In 1950, 19-year old Sam Moore came to Columbia, South Carolina, with an intent to pursue medical training. To pay his way through college at the University of South Carolina, and later Columbia Bible College, Moore began to sell Bibles door-to-door. The Lebanese immigrant had a strong sense of American patriotism and free enterprise and used it to establish the National Book Company in 1958, and in 1961, established Royal Publishers, and sold stock in the firm a year later, with notable shareholders including Morrow Coffey Graham, mother of noted evangelist Billy Graham.

Royal Publishers' success for five years, more than doubling sales every year, and resulted in the Thomson Organization asking if he would take control of Nelson's North American operations. Instead, Moore surprised the firm by offering to purchase the company instead, and Moore took over on March 7, 1969, preferring to keep the company's name and logo. In Canada, the brand continues as Thomson Nelson, an educational imprint.

Nelson in 1976 developed the New King James Bible (also known as the Revised Authorized Version) and under Moore began diversifying the company with a gift division.

In 1992, Thomas Nelson Inc began its modern advancement. Nelson purchased the Word music and books brand from Capital Cities-ABC. In 1997, the company split the two, spinning off the record label and printed music division, one of the largest church music companies, to Gaylord Entertainment. That led to a lawsuit by Gaylord in 2001 over the Word name, and was settled when Nelson renamed their book division the W Publishing Group. That year also led to a corporate expansion by the purchase of the Cool Springs and Rutledge Hill Press labels.

In 2003, World Bible Publishers was acquired by Nelson, and also the fiction label WestBow Press made its debut. Also, an imprint for internet news source WorldNetDaily made its debut that year. The agreement dissolved, however, after 2004, and the former WND brand is now under the Nelson Current brand, including its authors.

Thomas Nelson, now based in Nashville, publishes the leading Christian authors, including Billy Graham. Max Lucado, John Eldredge, John Maxwell,Charles Stanley, and Ted Dekker.

Thomas Nelson Inc in 2000 began marketing the Women of Faith women's conference, a concept devised by author Stephen Arterburn in 1995, after attending a church conference in Atlanta. Today, the Women of Faith conference is one of the best-known women's events around North America, attracting over 400,000 women annually. In 2005, Thomas Nelson launched the Revolve teen conferences, built on the Women of Faith model.

Michael S. Hyatt, a twenty-five year veteran of the publishing industry, became President and CEO of the company on August 18, 2005, succeeding Sam Moore who served as the company's CEO for nearly 47 years.

In February 2006 it was announced that private equity firm InterMedia Partners, in conjunction with some other investors, had agreed to buy Thomas Nelson for $473 million. The transaction closed on June 12, 2006. The company now operates as a private company.

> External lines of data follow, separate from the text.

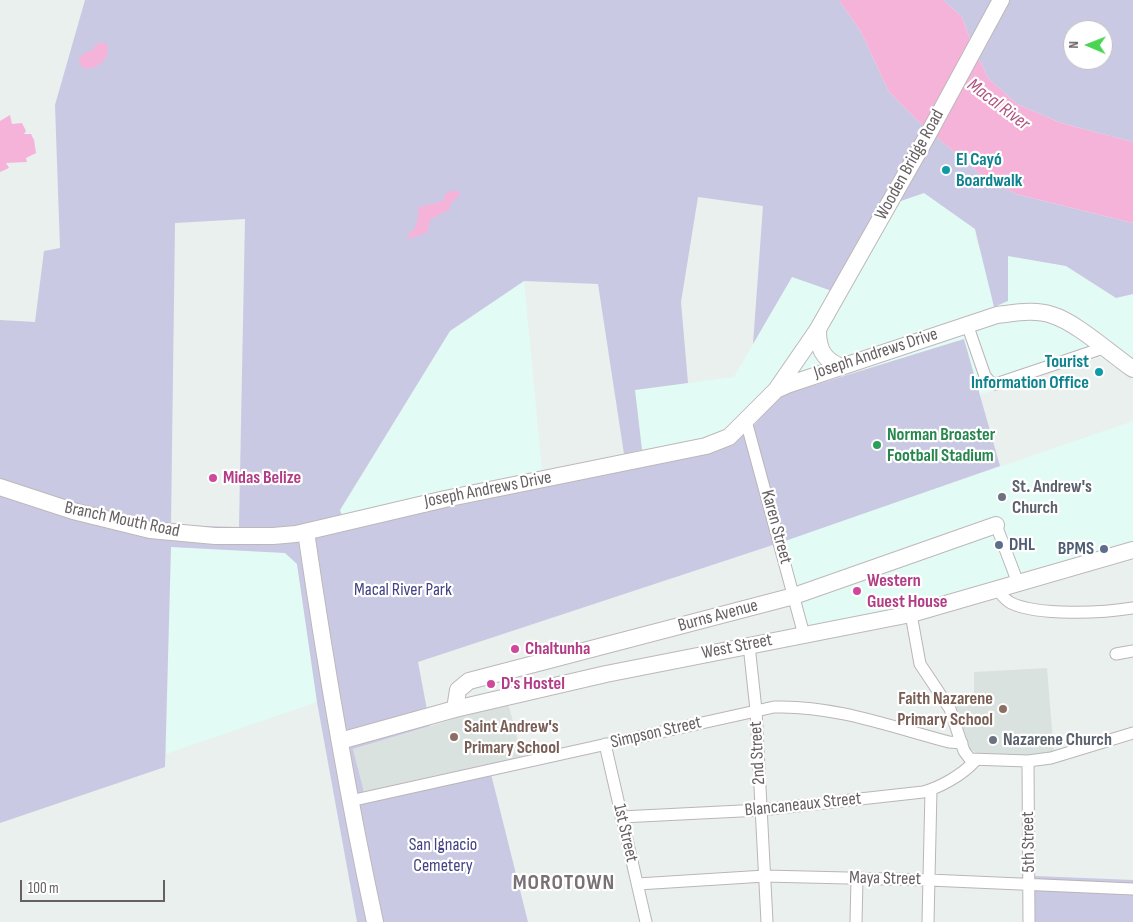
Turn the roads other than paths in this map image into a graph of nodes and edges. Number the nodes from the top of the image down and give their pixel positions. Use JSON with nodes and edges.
{"nodes":[{"id":1,"x":1001,"y":0,"type":"edge"},
{"id":2,"x":967,"y":324,"type":"junction"},
{"id":3,"x":818,"y":330,"type":"junction"},
{"id":4,"x":1103,"y":348,"type":"junction"},
{"id":5,"x":840,"y":366,"type":"junction"},
{"id":6,"x":1133,"y":369,"type":"edge"},
{"id":7,"x":776,"y":390,"type":"junction"},
{"id":8,"x":746,"y":421,"type":"junction"},
{"id":9,"x":0,"y":487,"type":"edge"},
{"id":10,"x":996,"y":525,"type":"joint"},
{"id":11,"x":306,"y":532,"type":"junction"},
{"id":12,"x":1133,"y":550,"type":"edge"},
{"id":13,"x":1018,"y":583,"type":"junction"},
{"id":14,"x":997,"y":589,"type":"junction"},
{"id":15,"x":794,"y":596,"type":"junction"},
{"id":16,"x":1133,"y":608,"type":"edge"},
{"id":17,"x":911,"y":614,"type":"junction"},
{"id":18,"x":804,"y":634,"type":"junction"},
{"id":19,"x":749,"y":645,"type":"junction"},
{"id":20,"x":1133,"y":652,"type":"edge"},
{"id":21,"x":1116,"y":654,"type":"dead end"},
{"id":22,"x":455,"y":710,"type":"junction"},
{"id":23,"x":756,"y":710,"type":"junction"},
{"id":24,"x":1133,"y":732,"type":"edge"},
{"id":25,"x":340,"y":741,"type":"junction"},
{"id":26,"x":962,"y":742,"type":"junction"},
{"id":27,"x":605,"y":744,"type":"junction"},
{"id":28,"x":975,"y":761,"type":"junction"},
{"id":29,"x":1028,"y":761,"type":"junction"},
{"id":30,"x":931,"y":790,"type":"junction"},
{"id":31,"x":350,"y":801,"type":"junction"},
{"id":32,"x":761,"y":810,"type":"junction"},
{"id":33,"x":621,"y":817,"type":"junction"},
{"id":34,"x":765,"y":876,"type":"junction"},
{"id":35,"x":857,"y":879,"type":"junction"},
{"id":36,"x":929,"y":880,"type":"junction"},
{"id":37,"x":638,"y":884,"type":"junction"},
{"id":38,"x":1029,"y":884,"type":"junction"},
{"id":39,"x":1133,"y":889,"type":"edge"},
{"id":40,"x":375,"y":922,"type":"edge"},
{"id":41,"x":646,"y":922,"type":"edge"},
{"id":42,"x":767,"y":922,"type":"edge"},
{"id":43,"x":856,"y":922,"type":"edge"},
{"id":44,"x":928,"y":922,"type":"edge"},
{"id":45,"x":1029,"y":922,"type":"edge"}],
"edges":[{"from":1,"to":3,"type":"street","name":"Wooden Bridge Road"},
{"from":2,"to":4,"type":"street","name":"Joseph Andrews Drive"},
{"from":2,"to":4,"type":"street"},
{"from":2,"to":5,"type":"street","name":"Joseph Andrews Drive"},
{"from":3,"to":5,"type":"street"},
{"from":3,"to":7,"type":"street","name":"Wooden Bridge Road"},
{"from":4,"to":6,"type":"street","name":"Joseph Andrews Drive"},
{"from":5,"to":7,"type":"street","name":"Joseph Andrews Drive"},
{"from":7,"to":8,"type":"street","name":"Joseph Andrews Drive"},
{"from":8,"to":11,"type":"street","name":"Joseph Andrews Drive"},
{"from":8,"to":15,"type":"street","name":"Karen Street"},
{"from":9,"to":11,"type":"street","name":"Branch Mouth Road"},
{"from":10,"to":13,"type":"street"},
{"from":10,"to":15,"type":"street","name":"Burns Avenue"},
{"from":11,"to":25,"type":"street"},
{"from":12,"to":13,"type":"street","name":"West Street"},
{"from":13,"to":14,"type":"street","name":"West Street"},
{"from":14,"to":16,"type":"street"},
{"from":14,"to":17,"type":"street","name":"West Street"},
{"from":15,"to":18,"type":"street","name":"Karen Street"},
{"from":15,"to":22,"type":"street","name":"Burns Avenue"},
{"from":17,"to":18,"type":"street","name":"West Street"},
{"from":17,"to":26,"type":"street"},
{"from":18,"to":19,"type":"street","name":"West Street"},
{"from":19,"to":22,"type":"street","name":"West Street"},
{"from":19,"to":23,"type":"street","name":"2nd Street"},
{"from":20,"to":21,"type":"street"},
{"from":22,"to":25,"type":"street","name":"West Street"},
{"from":23,"to":26,"type":"street","name":"Simpson Street"},
{"from":23,"to":27,"type":"street","name":"Simpson Street"},
{"from":23,"to":32,"type":"street","name":"2nd Street"},
{"from":24,"to":29,"type":"street"},
{"from":25,"to":31,"type":"street"},
{"from":26,"to":28,"type":"street"},
{"from":27,"to":31,"type":"street","name":"Simpson Street"},
{"from":27,"to":33,"type":"street","name":"1st Street"},
{"from":28,"to":29,"type":"street"},
{"from":28,"to":30,"type":"street","name":"Blancaneaux Street"},
{"from":29,"to":38,"type":"street","name":"5th Street"},
{"from":30,"to":32,"type":"street","name":"Blancaneaux Street"},
{"from":30,"to":36,"type":"street"},
{"from":31,"to":40,"type":"street"},
{"from":32,"to":33,"type":"street","name":"Blancaneaux Street"},
{"from":32,"to":34,"type":"street","name":"2nd Street"},
{"from":33,"to":37,"type":"street","name":"1st Street"},
{"from":34,"to":35,"type":"street","name":"Maya Street"},
{"from":34,"to":37,"type":"street","name":"Maya Street"},
{"from":34,"to":42,"type":"street","name":"2nd Street"},
{"from":35,"to":36,"type":"street","name":"Maya Street"},
{"from":35,"to":43,"type":"street"},
{"from":36,"to":38,"type":"street","name":"Maya Street"},
{"from":36,"to":44,"type":"street"},
{"from":37,"to":41,"type":"street","name":"1st Street"},
{"from":38,"to":39,"type":"street","name":"Maya Street"},
{"from":38,"to":45,"type":"street","name":"5th Street"}]}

Note: Thomas Nelson, the corporate publisher discussed in this article, should not be confused with the person, Thomas Nelson, who owns the Catholic publishing house TAN Books located in Rockford, Illinois.

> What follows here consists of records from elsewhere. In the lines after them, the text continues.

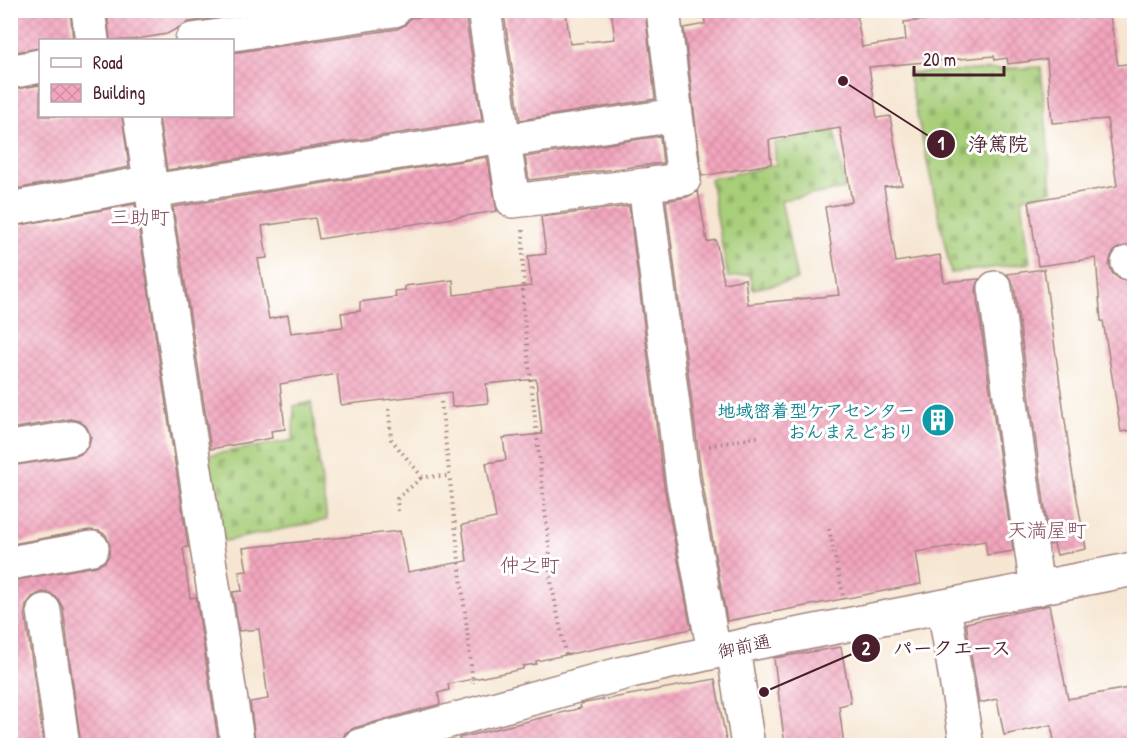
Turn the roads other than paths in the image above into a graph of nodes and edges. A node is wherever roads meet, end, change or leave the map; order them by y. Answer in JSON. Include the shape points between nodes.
{"nodes":[{"id":1,"x":88,"y":10,"type":"edge"},
{"id":2,"x":394,"y":10,"type":"edge"},
{"id":3,"x":484,"y":10,"type":"edge"},
{"id":4,"x":663,"y":10,"type":"edge"},
{"id":5,"x":350,"y":14,"type":"edge"},
{"id":6,"x":207,"y":29,"type":"edge"},
{"id":7,"x":93,"y":39,"type":"edge"},
{"id":8,"x":39,"y":66,"type":"edge"},
{"id":9,"x":10,"y":72,"type":"edge"},
{"id":10,"x":676,"y":115,"type":"junction"},
{"id":11,"x":140,"y":117,"type":"edge"},
{"id":12,"x":503,"y":139,"type":"junction"},
{"id":13,"x":645,"y":185,"type":"junction"},
{"id":14,"x":151,"y":187,"type":"junction"},
{"id":15,"x":10,"y":209,"type":"edge"},
{"id":16,"x":995,"y":288,"type":"dead end"},
{"id":17,"x":72,"y":438,"type":"dead end"},
{"id":18,"x":10,"y":448,"type":"edge"},
{"id":19,"x":92,"y":548,"type":"dead end"},
{"id":20,"x":10,"y":563,"type":"edge"},
{"id":21,"x":1134,"y":569,"type":"edge"},
{"id":22,"x":1037,"y":589,"type":"junction"},
{"id":23,"x":944,"y":607,"type":"junction"},
{"id":24,"x":44,"y":611,"type":"dead end"},
{"id":25,"x":724,"y":650,"type":"junction"},
{"id":26,"x":368,"y":744,"type":"edge"},
{"id":27,"x":63,"y":746,"type":"edge"},
{"id":28,"x":238,"y":746,"type":"edge"},
{"id":29,"x":748,"y":746,"type":"edge"},
{"id":30,"x":967,"y":746,"type":"edge"}],
"edges":[{"from":1,"to":7,"type":"street"},
{"from":2,"to":5,"type":"street"},
{"from":3,"to":12,"type":"street"},
{"from":4,"to":10,"type":"street"},
{"from":5,"to":6,"type":"street"},
{"from":8,"to":9,"type":"street"},
{"from":10,"to":12,"type":"street"},
{"from":10,"to":13,"type":"street","via":[[684,179]]},
{"from":11,"to":14,"type":"street"},
{"from":12,"to":13,"type":"street","via":[[513,201]]},
{"from":12,"to":14,"type":"street"},
{"from":13,"to":25,"type":"street","via":[[678,451]]},
{"from":14,"to":15,"type":"street"},
{"from":14,"to":28,"type":"street"},
{"from":16,"to":22,"type":"street","via":[[1016,333]]},
{"from":17,"to":18,"type":"street"},
{"from":19,"to":20,"type":"street"},
{"from":21,"to":22,"type":"street","name":"御前通"},
{"from":22,"to":23,"type":"street","name":"御前通"},
{"from":23,"to":25,"type":"street","name":"御前通"},
{"from":23,"to":30,"type":"street"},
{"from":24,"to":27,"type":"street"},
{"from":25,"to":26,"type":"street","name":"御前通","via":[[575,686]]},
{"from":25,"to":29,"type":"street"}]}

  • Dempster, John A. H., "Thomas Nelson and Sons in the Late Nineteenth Century: A Study in Motivation, Part One", in Publishing History, 13, 1983, pp. 41-87; "Part Two" in Publishing History, 14, 1983, pp. 5-63.
  • Moore, Sam, American By Choice: The Remarkable Fulfilment of an Immigrant’s Dreams, Nashville: Nelson, 1998.
  • Tebbel, John, A History of Book Publishing in the United States, New York and London: Bowker, four volumes, 1972-1981.